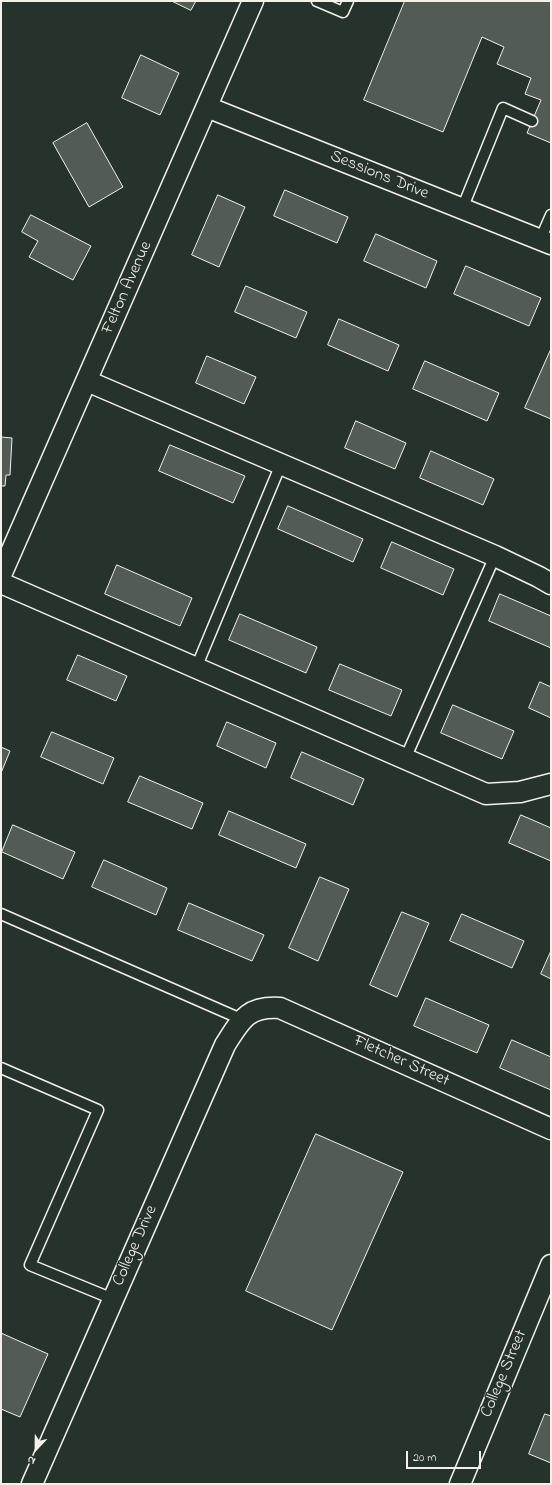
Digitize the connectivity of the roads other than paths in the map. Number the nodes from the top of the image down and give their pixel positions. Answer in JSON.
{"nodes":[{"id":1,"x":253,"y":1,"type":"edge"},
{"id":2,"x":317,"y":1,"type":"edge"},
{"id":3,"x":348,"y":1,"type":"edge"},
{"id":4,"x":207,"y":107,"type":"junction"},
{"id":5,"x":532,"y":121,"type":"dead end"},
{"id":6,"x":462,"y":209,"type":"junction"},
{"id":7,"x":551,"y":215,"type":"edge"},
{"id":8,"x":546,"y":242,"type":"edge"},
{"id":9,"x":87,"y":381,"type":"junction"},
{"id":10,"x":281,"y":464,"type":"junction"},
{"id":11,"x":495,"y":556,"type":"junction"},
{"id":12,"x":3,"y":562,"type":"edge"},
{"id":13,"x":1,"y":583,"type":"edge"},
{"id":14,"x":551,"y":584,"type":"edge"},
{"id":15,"x":196,"y":668,"type":"junction"},
{"id":16,"x":405,"y":759,"type":"junction"},
{"id":17,"x":551,"y":784,"type":"edge"},
{"id":18,"x":1,"y":914,"type":"edge"},
{"id":19,"x":245,"y":1016,"type":"junction"},
{"id":20,"x":1,"y":1068,"type":"edge"},
{"id":21,"x":551,"y":1130,"type":"edge"},
{"id":22,"x":551,"y":1265,"type":"edge"},
{"id":23,"x":113,"y":1299,"type":"junction"},
{"id":24,"x":32,"y":1484,"type":"edge"},
{"id":25,"x":460,"y":1484,"type":"edge"}],
"edges":[{"from":1,"to":4,"type":"street","name":"Felton Avenue"},
{"from":2,"to":3,"type":"lane"},
{"from":4,"to":6,"type":"street","name":"Sessions Drive"},
{"from":4,"to":9,"type":"street","name":"Felton Avenue"},
{"from":5,"to":6,"type":"lane"},
{"from":6,"to":8,"type":"street","name":"Sessions Drive"},
{"from":7,"to":8,"type":"lane"},
{"from":9,"to":10,"type":"street"},
{"from":9,"to":12,"type":"street","name":"Felton Avenue"},
{"from":10,"to":11,"type":"street"},
{"from":10,"to":15,"type":"lane"},
{"from":11,"to":14,"type":"street"},
{"from":11,"to":16,"type":"lane"},
{"from":13,"to":15,"type":"street"},
{"from":15,"to":16,"type":"street"},
{"from":16,"to":17,"type":"street"},
{"from":18,"to":19,"type":"lane"},
{"from":19,"to":21,"type":"street","name":"Fletcher Street"},
{"from":19,"to":23,"type":"street","name":"College Drive"},
{"from":20,"to":23,"type":"lane"},
{"from":22,"to":25,"type":"street","name":"College Street"},
{"from":23,"to":24,"type":"street","name":"College Drive"}]}
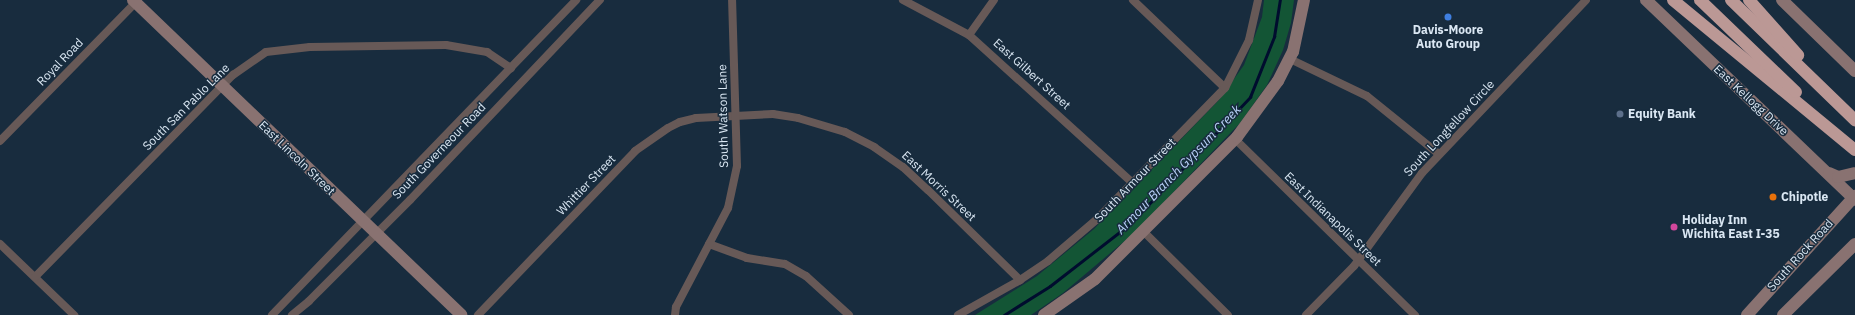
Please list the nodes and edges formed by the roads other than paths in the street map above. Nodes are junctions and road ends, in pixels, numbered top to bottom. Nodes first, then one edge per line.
1 (576, 0) edge
2 (600, 0) edge
3 (732, 0) edge
4 (903, 0) edge
5 (994, 0) edge
6 (1133, 0) edge
7 (1258, 0) edge
8 (1304, 0) edge
9 (1586, 0) edge
10 (1646, 0) edge
11 (1673, 0) edge
12 (1700, 0) edge
13 (1731, 0) edge
14 (1749, 0) edge
15 (1782, 0) edge
16 (135, 1) edge
17 (969, 35) junction
18 (1290, 59) junction
19 (511, 68) junction
20 (1855, 71) edge
21 (222, 86) junction
22 (1225, 88) junction
23 (735, 116) junction
24 (1855, 119) edge
25 (1235, 140) junction
26 (0, 141) edge
27 (1855, 150) edge
28 (1439, 154) junction
29 (1828, 173) junction
30 (1855, 173) edge
31 (1133, 183) junction
32 (1854, 198) edge
33 (364, 222) junction
34 (375, 232) junction
35 (1144, 232) junction
36 (0, 244) edge
37 (709, 244) junction
38 (1855, 244) edge
39 (1358, 260) junction
40 (35, 277) junction
41 (1020, 280) junction
42 (1048, 314) edge
43 (74, 315) edge
44 (272, 315) edge
45 (292, 315) edge
46 (462, 315) edge
47 (478, 315) edge
48 (675, 315) edge
49 (849, 315) edge
50 (958, 315) edge
51 (1228, 315) edge
52 (1306, 315) edge
53 (1415, 315) edge
54 (1747, 315) edge
55 (1783, 315) edge

1 - 19 street, South Governeour Road
2 - 34 street, South Governeour Road
3 - 23 street, South Watson Lane
4 - 17 street, East Gilbert Street
5 - 17 street
6 - 22 street
7 - 22 street, South Armour Street
8 - 18 street
9 - 28 street, South Longfellow Circle
10 - 29 street, East Kellogg Drive
11 - 27 highway
12 - 27 highway
13 - 24 highway
14 - 24 highway
15 - 20 street
16 - 21 street, East Lincoln Street
16 - 26 street, Royal Road
17 - 31 street, East Gilbert Street
18 - 25 street
18 - 28 street
19 - 21 street, South San Pablo Lane
19 - 33 street, South Governeour Road
21 - 33 street, East Lincoln Street
21 - 40 street, South San Pablo Lane
22 - 31 street, South Armour Street
23 - 37 street, South Watson Lane
23 - 41 street, East Morris Street
23 - 47 street, Whittier Street
25 - 35 street
25 - 39 street, East Indianapolis Street
28 - 39 street, South Longfellow Circle
29 - 30 street
29 - 32 street, East Kellogg Drive
31 - 41 street, South Armour Street
32 - 54 street, South Rock Road
33 - 34 street, East Lincoln Street
33 - 44 street, South Governeour Road
34 - 45 street, South Governeour Road
34 - 46 street, East Lincoln Street
35 - 42 street
35 - 51 street
36 - 40 street
37 - 48 street, South Watson Lane
37 - 49 street
38 - 55 street
39 - 52 street, South Longfellow Circle
39 - 53 street, East Indianapolis Street
40 - 43 street
41 - 50 street, South Armour Street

■ ■ ■

Instruction for this listing: copy it exactly, but leave the images behind.

Digitize the connectivity of the roads other than paths in the map. Number the nodes from the top of the image down and give their pixel positions. Answer in JSON.
{"nodes":[{"id":1,"x":253,"y":1,"type":"edge"},
{"id":2,"x":317,"y":1,"type":"edge"},
{"id":3,"x":348,"y":1,"type":"edge"},
{"id":4,"x":207,"y":107,"type":"junction"},
{"id":5,"x":532,"y":121,"type":"dead end"},
{"id":6,"x":462,"y":209,"type":"junction"},
{"id":7,"x":551,"y":215,"type":"edge"},
{"id":8,"x":546,"y":242,"type":"edge"},
{"id":9,"x":87,"y":381,"type":"junction"},
{"id":10,"x":281,"y":464,"type":"junction"},
{"id":11,"x":495,"y":556,"type":"junction"},
{"id":12,"x":3,"y":562,"type":"edge"},
{"id":13,"x":1,"y":583,"type":"edge"},
{"id":14,"x":551,"y":584,"type":"edge"},
{"id":15,"x":196,"y":668,"type":"junction"},
{"id":16,"x":405,"y":759,"type":"junction"},
{"id":17,"x":551,"y":784,"type":"edge"},
{"id":18,"x":1,"y":914,"type":"edge"},
{"id":19,"x":245,"y":1016,"type":"junction"},
{"id":20,"x":1,"y":1068,"type":"edge"},
{"id":21,"x":551,"y":1130,"type":"edge"},
{"id":22,"x":551,"y":1265,"type":"edge"},
{"id":23,"x":113,"y":1299,"type":"junction"},
{"id":24,"x":32,"y":1484,"type":"edge"},
{"id":25,"x":460,"y":1484,"type":"edge"}],
"edges":[{"from":1,"to":4,"type":"street","name":"Felton Avenue"},
{"from":2,"to":3,"type":"lane"},
{"from":4,"to":6,"type":"street","name":"Sessions Drive"},
{"from":4,"to":9,"type":"street","name":"Felton Avenue"},
{"from":5,"to":6,"type":"lane"},
{"from":6,"to":8,"type":"street","name":"Sessions Drive"},
{"from":7,"to":8,"type":"lane"},
{"from":9,"to":10,"type":"street"},
{"from":9,"to":12,"type":"street","name":"Felton Avenue"},
{"from":10,"to":11,"type":"street"},
{"from":10,"to":15,"type":"lane"},
{"from":11,"to":14,"type":"street"},
{"from":11,"to":16,"type":"lane"},
{"from":13,"to":15,"type":"street"},
{"from":15,"to":16,"type":"street"},
{"from":16,"to":17,"type":"street"},
{"from":18,"to":19,"type":"lane"},
{"from":19,"to":21,"type":"street","name":"Fletcher Street"},
{"from":19,"to":23,"type":"street","name":"College Drive"},
{"from":20,"to":23,"type":"lane"},
{"from":22,"to":25,"type":"street","name":"College Street"},
{"from":23,"to":24,"type":"street","name":"College Drive"}]}
Please list the nodes and edges formed by the roads other than paths in the street map above. Nodes are junctions and road ends, in pixels, numbered top to bottom. Nodes first, then one edge per line.
1 (576, 0) edge
2 (600, 0) edge
3 (732, 0) edge
4 (903, 0) edge
5 (994, 0) edge
6 (1133, 0) edge
7 (1258, 0) edge
8 (1304, 0) edge
9 (1586, 0) edge
10 (1646, 0) edge
11 (1673, 0) edge
12 (1700, 0) edge
13 (1731, 0) edge
14 (1749, 0) edge
15 (1782, 0) edge
16 (135, 1) edge
17 (969, 35) junction
18 (1290, 59) junction
19 (511, 68) junction
20 (1855, 71) edge
21 (222, 86) junction
22 (1225, 88) junction
23 (735, 116) junction
24 (1855, 119) edge
25 (1235, 140) junction
26 (0, 141) edge
27 (1855, 150) edge
28 (1439, 154) junction
29 (1828, 173) junction
30 (1855, 173) edge
31 (1133, 183) junction
32 (1854, 198) edge
33 (364, 222) junction
34 (375, 232) junction
35 (1144, 232) junction
36 (0, 244) edge
37 (709, 244) junction
38 (1855, 244) edge
39 (1358, 260) junction
40 (35, 277) junction
41 (1020, 280) junction
42 (1048, 314) edge
43 (74, 315) edge
44 (272, 315) edge
45 (292, 315) edge
46 (462, 315) edge
47 (478, 315) edge
48 (675, 315) edge
49 (849, 315) edge
50 (958, 315) edge
51 (1228, 315) edge
52 (1306, 315) edge
53 (1415, 315) edge
54 (1747, 315) edge
55 (1783, 315) edge

1 - 19 street, South Governeour Road
2 - 34 street, South Governeour Road
3 - 23 street, South Watson Lane
4 - 17 street, East Gilbert Street
5 - 17 street
6 - 22 street
7 - 22 street, South Armour Street
8 - 18 street
9 - 28 street, South Longfellow Circle
10 - 29 street, East Kellogg Drive
11 - 27 highway
12 - 27 highway
13 - 24 highway
14 - 24 highway
15 - 20 street
16 - 21 street, East Lincoln Street
16 - 26 street, Royal Road
17 - 31 street, East Gilbert Street
18 - 25 street
18 - 28 street
19 - 21 street, South San Pablo Lane
19 - 33 street, South Governeour Road
21 - 33 street, East Lincoln Street
21 - 40 street, South San Pablo Lane
22 - 31 street, South Armour Street
23 - 37 street, South Watson Lane
23 - 41 street, East Morris Street
23 - 47 street, Whittier Street
25 - 35 street
25 - 39 street, East Indianapolis Street
28 - 39 street, South Longfellow Circle
29 - 30 street
29 - 32 street, East Kellogg Drive
31 - 41 street, South Armour Street
32 - 54 street, South Rock Road
33 - 34 street, East Lincoln Street
33 - 44 street, South Governeour Road
34 - 45 street, South Governeour Road
34 - 46 street, East Lincoln Street
35 - 42 street
35 - 51 street
36 - 40 street
37 - 48 street, South Watson Lane
37 - 49 street
38 - 55 street
39 - 52 street, South Longfellow Circle
39 - 53 street, East Indianapolis Street
40 - 43 street
41 - 50 street, South Armour Street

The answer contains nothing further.